• [YOUR GOAL]: Make an exact copy of all the entries, but do not reproduce the pictures.

-- Opening Marker --

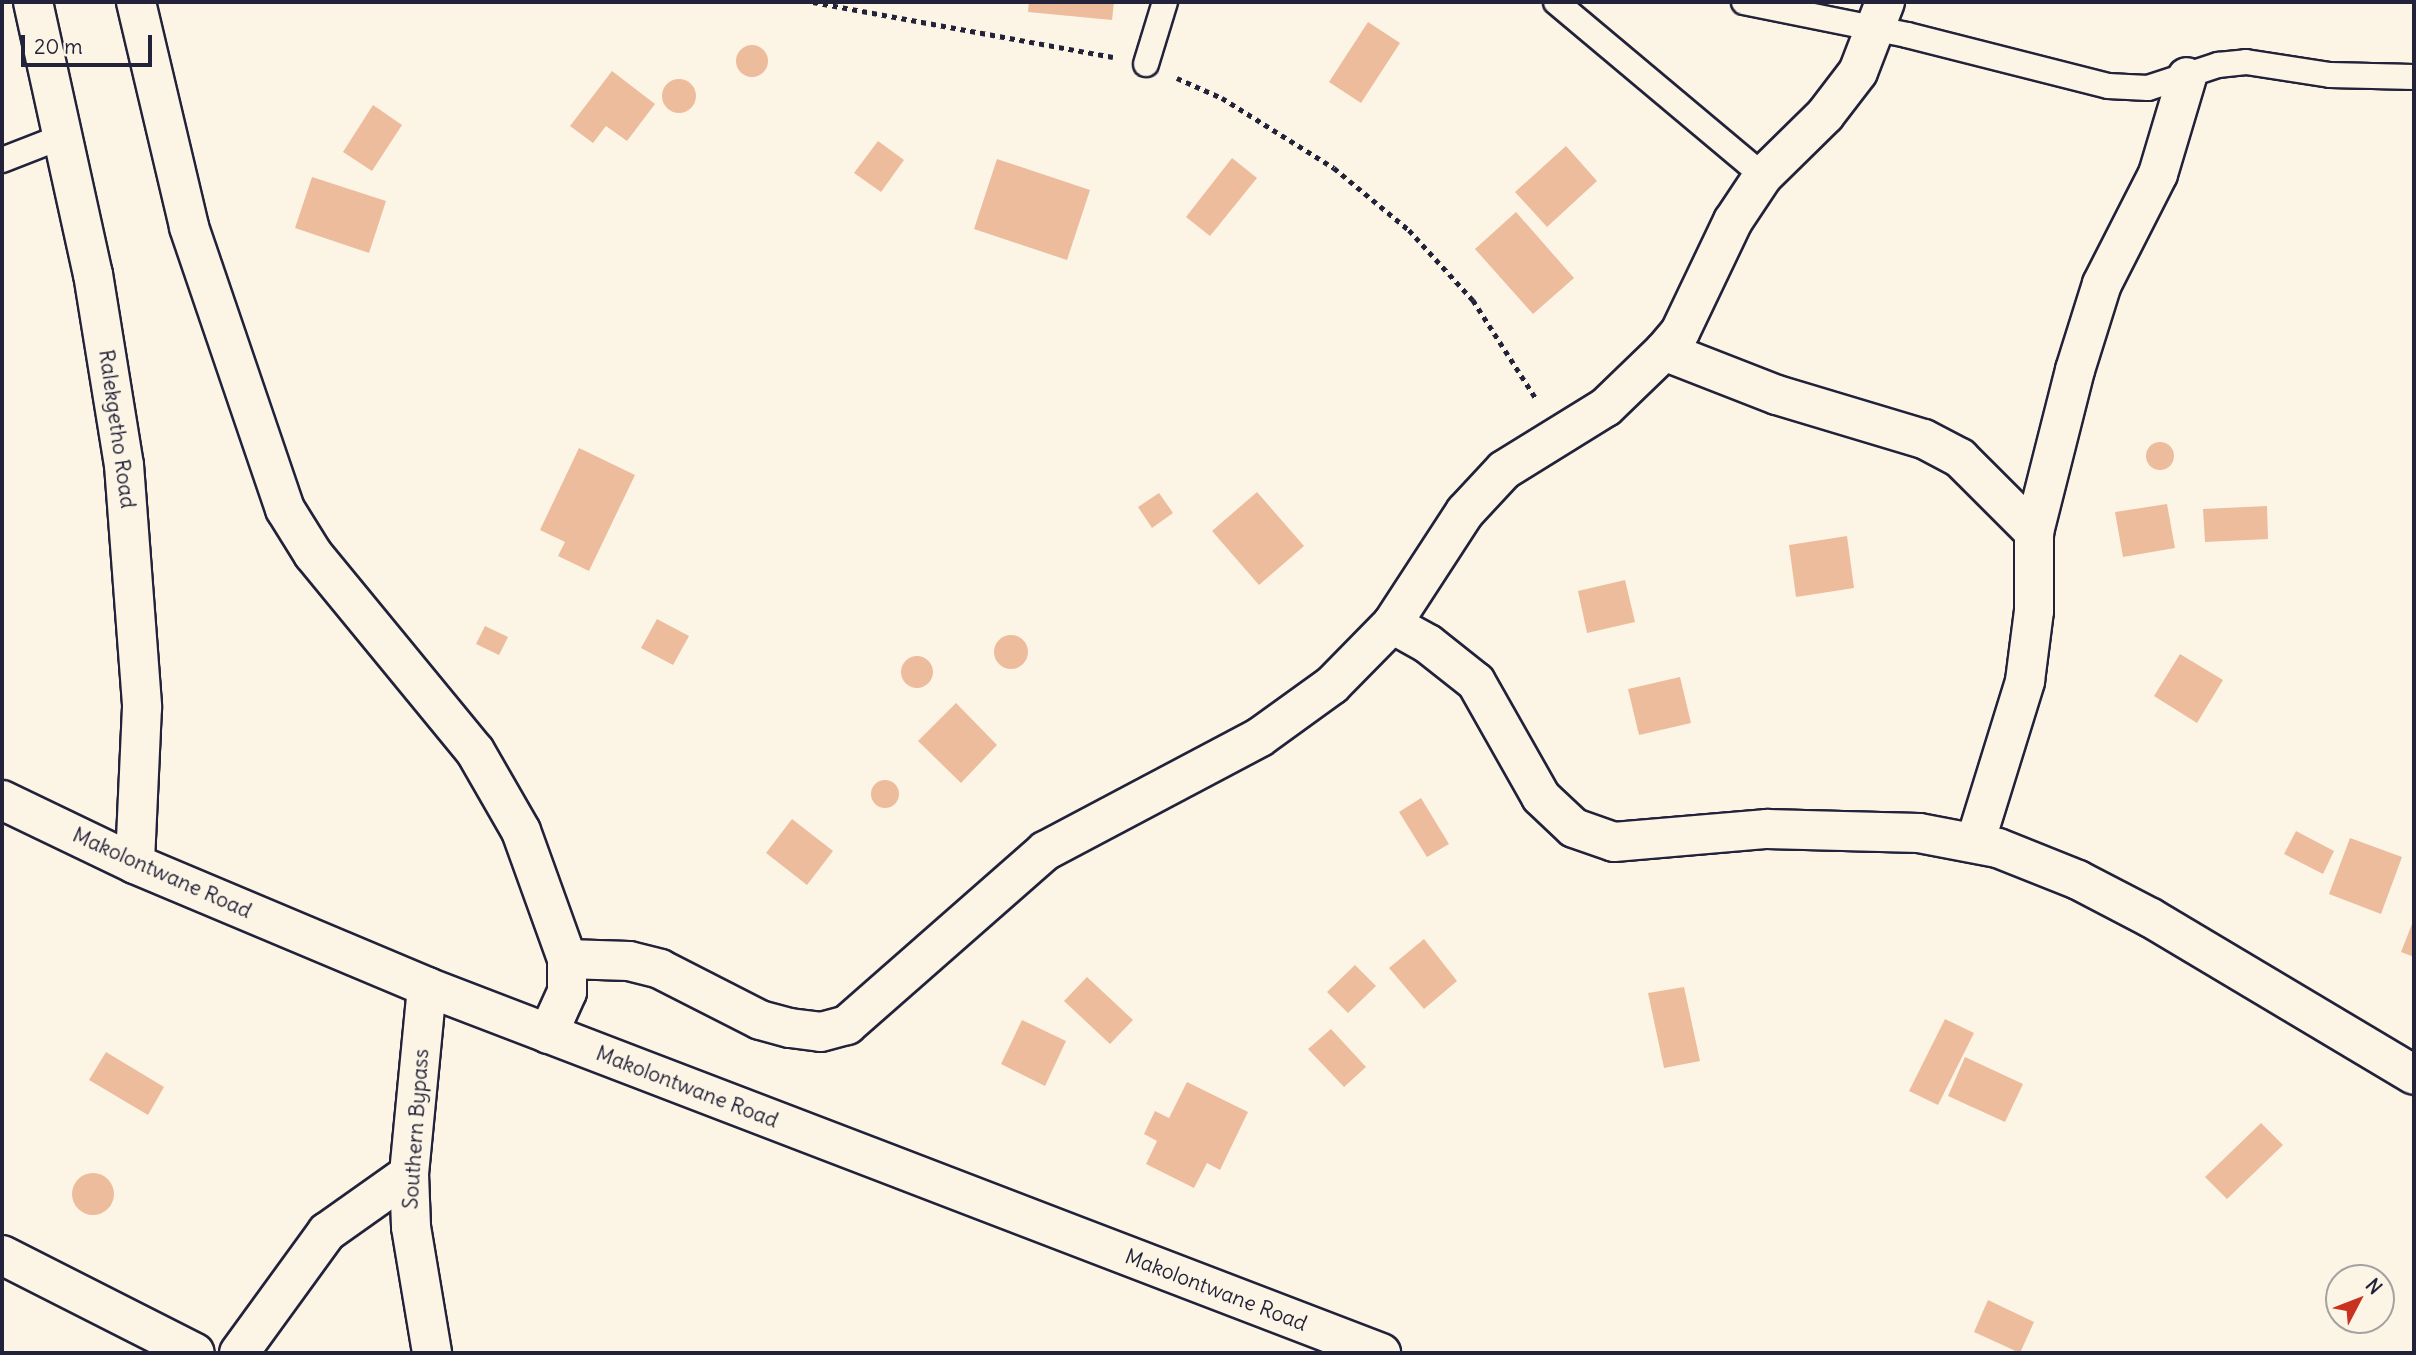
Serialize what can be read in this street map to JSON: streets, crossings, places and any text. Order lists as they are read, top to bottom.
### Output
{
  "streets": {
    "street": ["Ralekgetho Road", "Makolontwane Road", "Southern Bypass"]
  },
  "crossings": [
    ["Ralekgetho Road", "Makolontwane Road"],
    ["Makolontwane Road", "Southern Bypass"]
  ],
  "scale_bar": "20 m",
  "north": "top right"
}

-- Closing Marker --

• [SOLVED EXERCISE]:
Serialize what can be read in this street map to JSON: streets, crossings, places and any text. Order lists as they are read, top to bottom.
### Output
{
  "streets": {
    "street": ["Ralekgetho Road", "Makolontwane Road", "Southern Bypass"]
  },
  "crossings": [
    ["Ralekgetho Road", "Makolontwane Road"],
    ["Makolontwane Road", "Southern Bypass"]
  ],
  "scale_bar": "20 m",
  "north": "top right"
}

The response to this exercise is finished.